Support Evaluator in Kubeflow TensorFlow Training Operator #4168

Future-Outlier · 2023-10-04T09:58:57Z

Describe your changes

Enable running a data service by utilizing the evaluator section in the TF_CONFIG to configure data service worker information, as discussed in this Slack conversation.

The use case previously doesn't include the evaluator section, so we have to give it a default value so that we can take the case into account.

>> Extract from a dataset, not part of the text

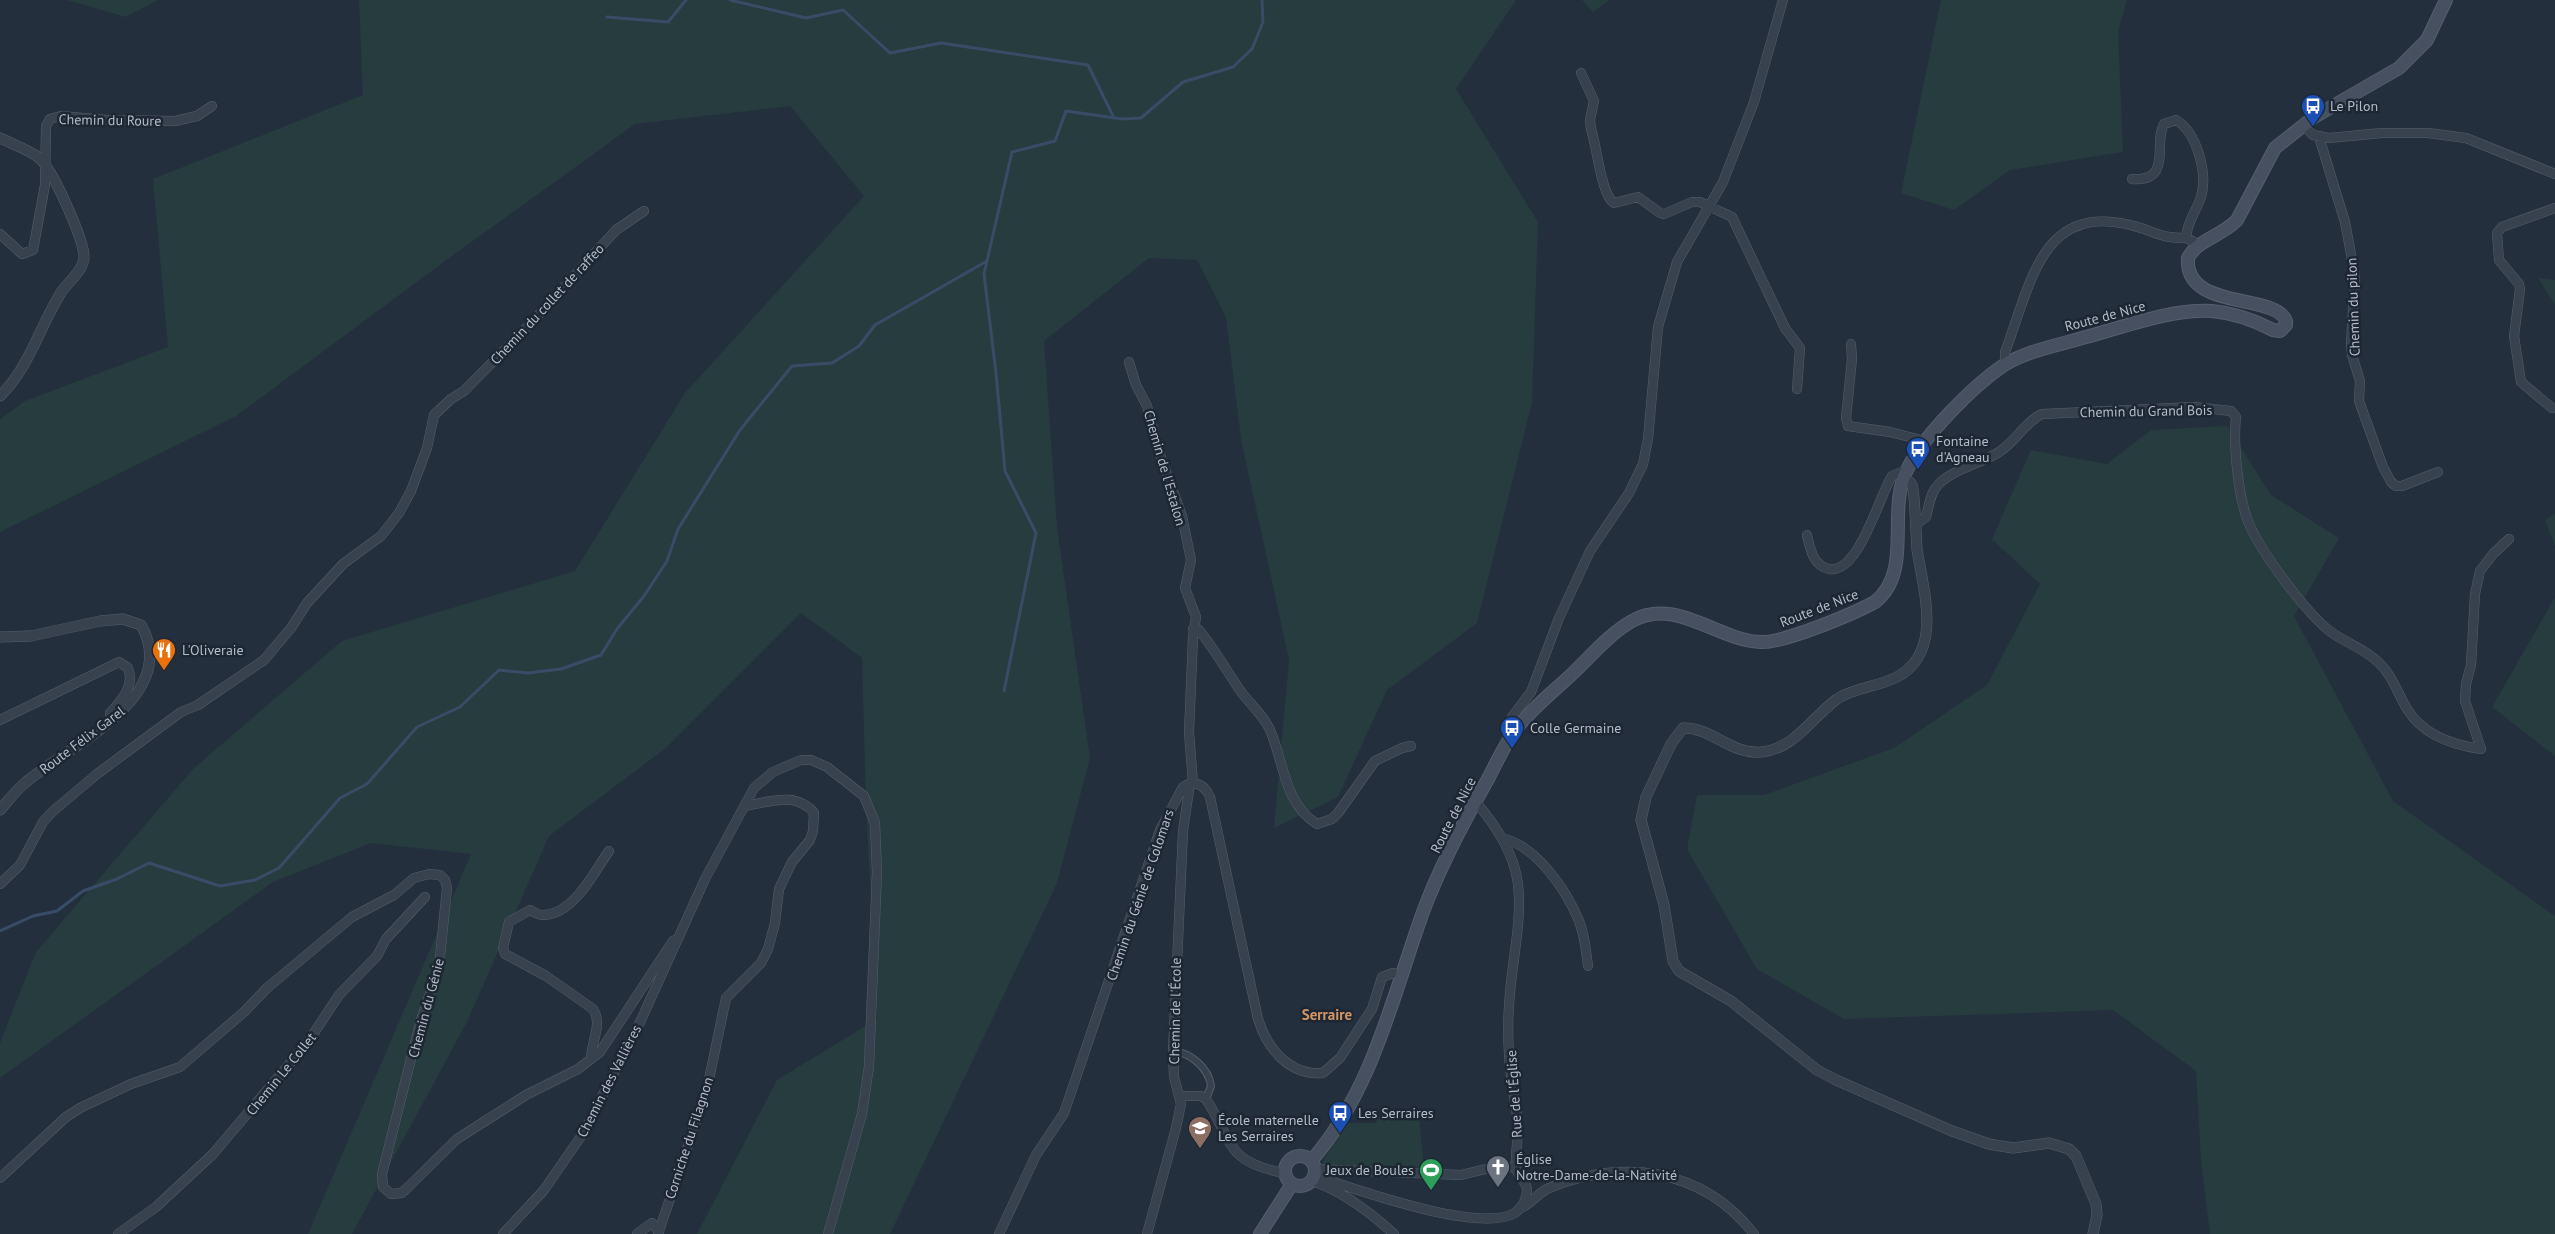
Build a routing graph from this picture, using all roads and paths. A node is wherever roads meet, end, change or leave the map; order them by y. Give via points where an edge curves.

I test it in two ways, by specifying the Dockerfile or using ImageSpec.

Dockerfile

FROM python:3.9-slim-buster
USER root
WORKDIR /root
ENV PYTHONPATH /root
RUN apt-get update && apt-get install build-essential -y
RUN apt-get install git -y
# The following line is an example of how to install your modified plugins. In this case, it demonstrates how to install the 'deck' plugin.
# RUN pip install -U git+https://github.com/Yicheng-Lu-llll/flytekit.git@"demo#egg=flytekitplugins-deck-standard&subdirectory=plugins/flytekit-deck-standard" # replace with your own repo and branch
RUN pip install -U git+https://github.com/Future-Outlier/flytekit.git@98ddd542a02551a9a9eb122b98004d0d092abbe9#subdirectory=plugins/flytekit-kf-tensorflow

RUN pip install -U git+https://github.com/Future-Outlier/flyte.git@647b8f4eeeab1a65866d19fab13c416ed0e4a07f#subdirectory=flyteidl

RUN pip install -U git+https://github.com/Future-Outlier/flytekit.git@98ddd542a02551a9a9eb122b98004d0d092abbe9

Use the code below

from flytekit import ImageSpec, Resources, task
from flytekit.configuration import Image, ImageConfig, SerializationSettings
from flytekitplugins.kftensorflow import (PS, Chief, CleanPodPolicy, Evaluator,
                                          RestartPolicy, RunPolicy, TfJob,
                                          Worker)

task_config = TfJob(
    worker=Worker(replicas=1),
    chief=Chief(replicas=1),
    ps=PS(replicas=1),
    evaluator=Evaluator(replicas=1),
)


@task(
    task_config=task_config,
    cache=True,
    requests=Resources(cpu="1"),
    cache_version="1",
)
def my_tensorflow_task(x: int, y: str) -> int:
    return x


if __name__ == "__main__":
    print(my_tensorflow_task(x=10, y="hello"))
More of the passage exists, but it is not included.